Guide to Manners and Customs in Japan

Japan is a country with a rich culture and history, and it is important for tourists to be aware of the manners and etiquette when visiting. Here are some tips to keep in mind.

General Etiquette

  • Learn a few basic words in Japanese, such as “hello” (konnichiwa) and “thank you” (arigatou gozaimasu).
  • When entering a store or restaurant, it is customary for a staff member to say “Irasshaimase” (welcome). You’re not expected to reply.
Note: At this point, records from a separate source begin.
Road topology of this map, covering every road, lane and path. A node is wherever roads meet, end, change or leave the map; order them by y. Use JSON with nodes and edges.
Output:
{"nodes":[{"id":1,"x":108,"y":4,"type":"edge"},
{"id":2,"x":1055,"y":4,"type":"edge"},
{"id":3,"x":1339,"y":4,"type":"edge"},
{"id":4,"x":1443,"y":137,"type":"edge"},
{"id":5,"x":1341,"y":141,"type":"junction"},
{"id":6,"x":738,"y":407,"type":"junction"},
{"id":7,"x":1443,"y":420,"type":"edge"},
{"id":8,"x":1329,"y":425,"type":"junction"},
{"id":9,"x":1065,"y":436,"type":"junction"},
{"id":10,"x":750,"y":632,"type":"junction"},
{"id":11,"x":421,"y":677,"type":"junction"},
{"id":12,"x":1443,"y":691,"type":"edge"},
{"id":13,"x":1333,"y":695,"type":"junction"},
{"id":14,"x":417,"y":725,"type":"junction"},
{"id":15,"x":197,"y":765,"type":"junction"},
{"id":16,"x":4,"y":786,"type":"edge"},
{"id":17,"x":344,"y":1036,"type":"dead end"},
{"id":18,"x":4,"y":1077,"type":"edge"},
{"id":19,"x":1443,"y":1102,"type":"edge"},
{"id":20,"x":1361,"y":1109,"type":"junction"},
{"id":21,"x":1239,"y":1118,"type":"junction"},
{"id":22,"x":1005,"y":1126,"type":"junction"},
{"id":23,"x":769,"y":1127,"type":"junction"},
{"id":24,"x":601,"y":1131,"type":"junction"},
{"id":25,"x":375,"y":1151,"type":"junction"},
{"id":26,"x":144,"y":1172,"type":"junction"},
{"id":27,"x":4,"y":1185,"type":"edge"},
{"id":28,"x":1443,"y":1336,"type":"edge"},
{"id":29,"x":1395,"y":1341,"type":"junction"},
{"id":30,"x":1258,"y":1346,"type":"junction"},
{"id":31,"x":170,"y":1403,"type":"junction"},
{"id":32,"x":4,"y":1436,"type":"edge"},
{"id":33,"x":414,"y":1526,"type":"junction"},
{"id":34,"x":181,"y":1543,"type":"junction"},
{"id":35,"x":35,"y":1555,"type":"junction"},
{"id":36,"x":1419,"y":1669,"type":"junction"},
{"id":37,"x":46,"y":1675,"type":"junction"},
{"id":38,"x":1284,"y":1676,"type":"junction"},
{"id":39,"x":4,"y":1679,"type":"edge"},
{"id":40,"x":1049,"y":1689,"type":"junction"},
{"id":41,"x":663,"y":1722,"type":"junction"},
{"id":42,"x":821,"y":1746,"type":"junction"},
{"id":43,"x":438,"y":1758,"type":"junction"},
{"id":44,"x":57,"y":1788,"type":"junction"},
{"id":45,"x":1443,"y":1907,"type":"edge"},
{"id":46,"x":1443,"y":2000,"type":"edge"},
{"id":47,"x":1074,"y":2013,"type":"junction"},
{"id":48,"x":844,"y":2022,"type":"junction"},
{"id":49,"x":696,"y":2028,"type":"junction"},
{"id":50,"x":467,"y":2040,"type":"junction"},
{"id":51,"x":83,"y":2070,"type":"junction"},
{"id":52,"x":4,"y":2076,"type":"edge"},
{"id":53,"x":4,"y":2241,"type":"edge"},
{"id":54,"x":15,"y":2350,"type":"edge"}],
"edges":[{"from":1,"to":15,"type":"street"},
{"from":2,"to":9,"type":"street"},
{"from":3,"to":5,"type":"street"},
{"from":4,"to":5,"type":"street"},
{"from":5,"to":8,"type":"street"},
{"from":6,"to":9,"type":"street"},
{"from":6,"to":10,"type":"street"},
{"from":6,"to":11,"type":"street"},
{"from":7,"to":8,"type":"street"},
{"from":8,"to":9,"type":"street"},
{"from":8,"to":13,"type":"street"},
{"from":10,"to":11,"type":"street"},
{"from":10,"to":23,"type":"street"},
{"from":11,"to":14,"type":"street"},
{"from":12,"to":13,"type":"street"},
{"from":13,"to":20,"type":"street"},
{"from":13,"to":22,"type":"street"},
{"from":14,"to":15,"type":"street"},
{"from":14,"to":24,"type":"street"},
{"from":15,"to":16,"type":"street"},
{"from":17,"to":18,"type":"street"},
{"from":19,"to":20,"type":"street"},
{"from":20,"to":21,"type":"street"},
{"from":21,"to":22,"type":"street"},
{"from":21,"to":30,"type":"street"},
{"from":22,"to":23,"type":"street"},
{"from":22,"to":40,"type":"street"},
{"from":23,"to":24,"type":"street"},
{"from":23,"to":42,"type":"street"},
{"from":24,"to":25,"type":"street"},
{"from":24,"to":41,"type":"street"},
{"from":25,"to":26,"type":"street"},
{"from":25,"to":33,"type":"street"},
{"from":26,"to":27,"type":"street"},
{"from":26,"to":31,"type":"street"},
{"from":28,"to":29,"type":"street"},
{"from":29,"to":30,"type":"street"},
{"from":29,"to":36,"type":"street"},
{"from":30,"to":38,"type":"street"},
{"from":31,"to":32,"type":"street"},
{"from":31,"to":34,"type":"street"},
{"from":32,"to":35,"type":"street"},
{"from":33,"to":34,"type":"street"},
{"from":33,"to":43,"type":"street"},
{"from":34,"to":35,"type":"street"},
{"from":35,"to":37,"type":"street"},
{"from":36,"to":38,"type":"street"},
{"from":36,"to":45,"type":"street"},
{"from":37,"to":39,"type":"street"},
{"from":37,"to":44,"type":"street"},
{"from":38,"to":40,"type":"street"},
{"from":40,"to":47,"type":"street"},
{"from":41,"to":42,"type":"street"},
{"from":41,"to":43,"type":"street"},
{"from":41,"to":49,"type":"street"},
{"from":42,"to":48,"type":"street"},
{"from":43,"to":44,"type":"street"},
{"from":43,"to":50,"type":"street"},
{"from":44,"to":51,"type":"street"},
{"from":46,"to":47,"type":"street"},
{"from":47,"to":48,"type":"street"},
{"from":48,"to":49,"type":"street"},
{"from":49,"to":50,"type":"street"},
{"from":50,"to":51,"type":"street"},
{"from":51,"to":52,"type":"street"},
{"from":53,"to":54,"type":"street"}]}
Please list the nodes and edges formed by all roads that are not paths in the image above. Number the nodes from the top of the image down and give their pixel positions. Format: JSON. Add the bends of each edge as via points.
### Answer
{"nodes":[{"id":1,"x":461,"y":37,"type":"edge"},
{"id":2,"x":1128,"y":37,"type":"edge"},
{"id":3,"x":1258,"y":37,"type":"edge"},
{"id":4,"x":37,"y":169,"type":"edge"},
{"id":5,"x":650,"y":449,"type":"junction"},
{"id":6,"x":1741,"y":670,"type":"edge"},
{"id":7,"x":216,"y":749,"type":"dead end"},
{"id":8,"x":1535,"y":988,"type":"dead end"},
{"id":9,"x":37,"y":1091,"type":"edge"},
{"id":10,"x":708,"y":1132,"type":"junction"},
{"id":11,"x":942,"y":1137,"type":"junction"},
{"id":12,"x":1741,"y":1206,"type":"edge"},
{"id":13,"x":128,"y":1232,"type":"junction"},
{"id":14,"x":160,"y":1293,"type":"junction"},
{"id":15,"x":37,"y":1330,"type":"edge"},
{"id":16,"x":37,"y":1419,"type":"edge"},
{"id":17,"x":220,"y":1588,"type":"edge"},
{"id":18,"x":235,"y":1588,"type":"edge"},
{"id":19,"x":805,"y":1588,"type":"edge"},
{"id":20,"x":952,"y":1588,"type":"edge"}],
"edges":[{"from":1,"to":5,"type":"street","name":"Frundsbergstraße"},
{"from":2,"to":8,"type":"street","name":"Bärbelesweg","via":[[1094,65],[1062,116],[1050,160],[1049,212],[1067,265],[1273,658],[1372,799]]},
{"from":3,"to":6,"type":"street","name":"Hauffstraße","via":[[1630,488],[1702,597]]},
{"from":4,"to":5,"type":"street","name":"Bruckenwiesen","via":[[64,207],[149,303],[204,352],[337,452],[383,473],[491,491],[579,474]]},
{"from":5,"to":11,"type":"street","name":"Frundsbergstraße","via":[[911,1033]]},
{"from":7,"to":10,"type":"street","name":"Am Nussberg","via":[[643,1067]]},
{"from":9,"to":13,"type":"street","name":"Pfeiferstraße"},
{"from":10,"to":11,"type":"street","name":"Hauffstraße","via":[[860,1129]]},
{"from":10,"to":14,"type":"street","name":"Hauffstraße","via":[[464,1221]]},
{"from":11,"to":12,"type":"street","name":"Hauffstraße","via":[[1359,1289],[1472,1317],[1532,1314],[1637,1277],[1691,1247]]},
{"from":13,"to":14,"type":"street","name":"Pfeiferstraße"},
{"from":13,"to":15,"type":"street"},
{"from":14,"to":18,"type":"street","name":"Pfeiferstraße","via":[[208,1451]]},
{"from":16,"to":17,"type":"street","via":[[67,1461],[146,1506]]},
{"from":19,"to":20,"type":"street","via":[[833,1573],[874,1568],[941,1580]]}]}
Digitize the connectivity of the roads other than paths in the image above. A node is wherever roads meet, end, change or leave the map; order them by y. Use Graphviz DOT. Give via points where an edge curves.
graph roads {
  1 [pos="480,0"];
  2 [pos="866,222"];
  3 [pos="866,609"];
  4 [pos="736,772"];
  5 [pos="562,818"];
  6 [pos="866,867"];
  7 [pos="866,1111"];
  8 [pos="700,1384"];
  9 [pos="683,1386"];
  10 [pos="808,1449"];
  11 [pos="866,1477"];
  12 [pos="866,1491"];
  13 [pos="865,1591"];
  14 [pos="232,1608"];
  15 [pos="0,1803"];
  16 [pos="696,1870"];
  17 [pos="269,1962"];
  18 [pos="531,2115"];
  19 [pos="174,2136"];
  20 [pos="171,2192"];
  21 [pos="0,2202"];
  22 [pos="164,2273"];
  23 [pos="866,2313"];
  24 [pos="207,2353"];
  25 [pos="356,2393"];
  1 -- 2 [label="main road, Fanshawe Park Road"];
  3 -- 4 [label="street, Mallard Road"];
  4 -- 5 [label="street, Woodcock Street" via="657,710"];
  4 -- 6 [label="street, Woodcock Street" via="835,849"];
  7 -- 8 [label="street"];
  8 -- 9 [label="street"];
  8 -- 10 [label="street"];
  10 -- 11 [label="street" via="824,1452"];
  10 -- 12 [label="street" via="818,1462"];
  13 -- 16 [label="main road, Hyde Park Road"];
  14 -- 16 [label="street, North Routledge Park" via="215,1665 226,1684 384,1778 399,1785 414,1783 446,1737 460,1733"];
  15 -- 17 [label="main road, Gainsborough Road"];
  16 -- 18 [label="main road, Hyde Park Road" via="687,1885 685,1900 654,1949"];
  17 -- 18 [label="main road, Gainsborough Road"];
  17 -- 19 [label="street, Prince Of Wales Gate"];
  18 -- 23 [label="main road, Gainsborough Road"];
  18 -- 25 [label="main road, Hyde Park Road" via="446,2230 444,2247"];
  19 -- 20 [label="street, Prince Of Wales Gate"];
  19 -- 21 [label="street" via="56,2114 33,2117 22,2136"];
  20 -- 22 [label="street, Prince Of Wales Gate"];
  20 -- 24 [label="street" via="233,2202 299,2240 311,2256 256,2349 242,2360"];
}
Just a simple smile and nod will do.
  • Some places will require you to remove your shoes before entering a traditional Japanese store and it’s usually always done at someone’s home.
  • When paying for your items, put the money into the money tray by the cashier or hand the money to the cashier with both hands.
  • It is important to be respectful of others’ personal space and avoid physical contact.

Restaurant Etiquette

  • It is customary to say “Itadakimasu” before eating, which means “I humbly receive.”
  • When using chopsticks, it is important not to point them at others or leave them standing upright in your food.
  • It is polite to finish all the food on your plate.
  • One good Japanese phrase to say after eating at a restaurant is “Gochisousama deshita,” which means “Thank you for the meal.”
  • Tipping is not necessary in Japan. Attempts to leave a tip will likely be turned down and may even cause confusion.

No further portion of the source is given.